“今年鄉試,你準備下場嗎?”林如海問。
賈蓉抬起頭,看著他的眼睛:“回姑祖
父,侄孫想今年先試試府試和院試,把秀才拿下來。
鄉試在八月,還有幾個月,侄孫想試試水,不中也不要緊,就當練練手。”
林如海點了點頭,嘴角彎了一個很淺的弧度,像是在笑,又像是在感慨:“你有這個心,就好。去試試,不中也沒關係。你還年輕,有的是機會。”
賈蓉應了一聲,心裡暖暖的。
馬車動了。賈敏掀開車簾,探出頭來,朝他們揮手。林如海站在原處,一動不動,雨絲落在他肩上,他也不撣。
林昭被奶孃抱著,朝馬車揮著小手,嘴裡喊著“再見”,奶聲奶氣的。黛玉站在林如海身邊,沒有哭,可眼眶紅紅的,抿著嘴,一聲不吭。
賈蓉掀開車簾,回頭看了一眼。林府的大門越來越遠,賈敏的身影越來越小,最後成了一個模糊的點,消失在江南的煙雨裡。
他放下車簾,靠在車壁上,閉著眼睛,把那封信貼在胸口。信裡有什麼,他不知道。
可她猜得到,大概是她走科舉這條路的事。賈敬在車上沒說話,捻著念珠,一顆一顆,不緊不慢。賈赦難得安靜,歪在角落裡,居然沒打鼾。
船沿著運河往北走,走了三天三夜。賈蓉在船上看書,林如海給她列的書單,他每天讀一卷,讀完了還要寫札記。
賈敬有時候過來看看,翻翻她的札記,點點頭,不說什麼。賈赦在船尾釣魚,釣上來一條,又放回去,嘴裡唸叨著“太小了,不夠吃”。
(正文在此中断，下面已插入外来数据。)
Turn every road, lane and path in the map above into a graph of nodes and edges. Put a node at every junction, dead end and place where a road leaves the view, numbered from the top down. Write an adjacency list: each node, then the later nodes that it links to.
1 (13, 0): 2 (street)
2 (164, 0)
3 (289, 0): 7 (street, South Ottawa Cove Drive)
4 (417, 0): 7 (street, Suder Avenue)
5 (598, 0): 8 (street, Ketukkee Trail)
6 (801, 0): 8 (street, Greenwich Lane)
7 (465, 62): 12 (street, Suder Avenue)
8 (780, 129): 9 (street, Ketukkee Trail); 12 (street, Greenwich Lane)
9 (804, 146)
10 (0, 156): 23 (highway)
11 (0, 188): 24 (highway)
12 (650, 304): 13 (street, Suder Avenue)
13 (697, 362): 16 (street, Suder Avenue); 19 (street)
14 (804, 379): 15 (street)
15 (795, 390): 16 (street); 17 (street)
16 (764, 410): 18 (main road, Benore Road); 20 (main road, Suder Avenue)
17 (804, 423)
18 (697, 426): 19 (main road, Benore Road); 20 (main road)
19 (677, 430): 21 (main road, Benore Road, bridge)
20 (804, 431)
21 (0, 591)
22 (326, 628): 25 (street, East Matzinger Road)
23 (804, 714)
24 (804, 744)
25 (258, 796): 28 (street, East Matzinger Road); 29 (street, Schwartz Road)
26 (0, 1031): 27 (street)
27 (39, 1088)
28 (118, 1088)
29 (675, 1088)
船到淮安,換馬車。那一船土特產被搬上車,裝了好幾輛大車。
賈赦指著那些東西,對賈蓉說:“你姑祖母這是把揚州城給你搬回來了。”
賈蓉笑了笑,說:“姑母的一片心意,咱們得好好帶回去。”
馬車上了官道,一路往北。賈蓉坐在車裡,看著窗外的田野。
稻子己經割了,只剩下齊刷刷的稻茬,一群麻雀落在田裡,啄食散落的穀粒。
他想起在揚州的日子,想起林如海教他寫文章,想起賈敏給她做的好吃的,想起林昭趴在她肩上流口水,想起黛玉背詩時認真的小臉。
那些日子,像一幅畫,安安靜靜地掛在她心裡。
賈敬開口了,聲音不大,可很穩:“你姑父的信裡,說了你科舉的事。”
賈蓉抬起頭,看著賈敬。賈敬捻著念珠,沒看她,目光落在車窗外的田野上。
“他說你不是池中之物。”賈敬的聲音很低,低得像是自言自語,“他說你好好讀書,將來必成大器。”
賈蓉低著頭,沒說話。窗外的風吹進來,涼絲絲的,帶著泥土的氣息。他深吸了一口氣,把手裡的書又翻了一頁。
一行一行的字,像一條一條的路,通向他不知道的地方。可他不怕,因為他知道,那些路上,有人在前面等著她。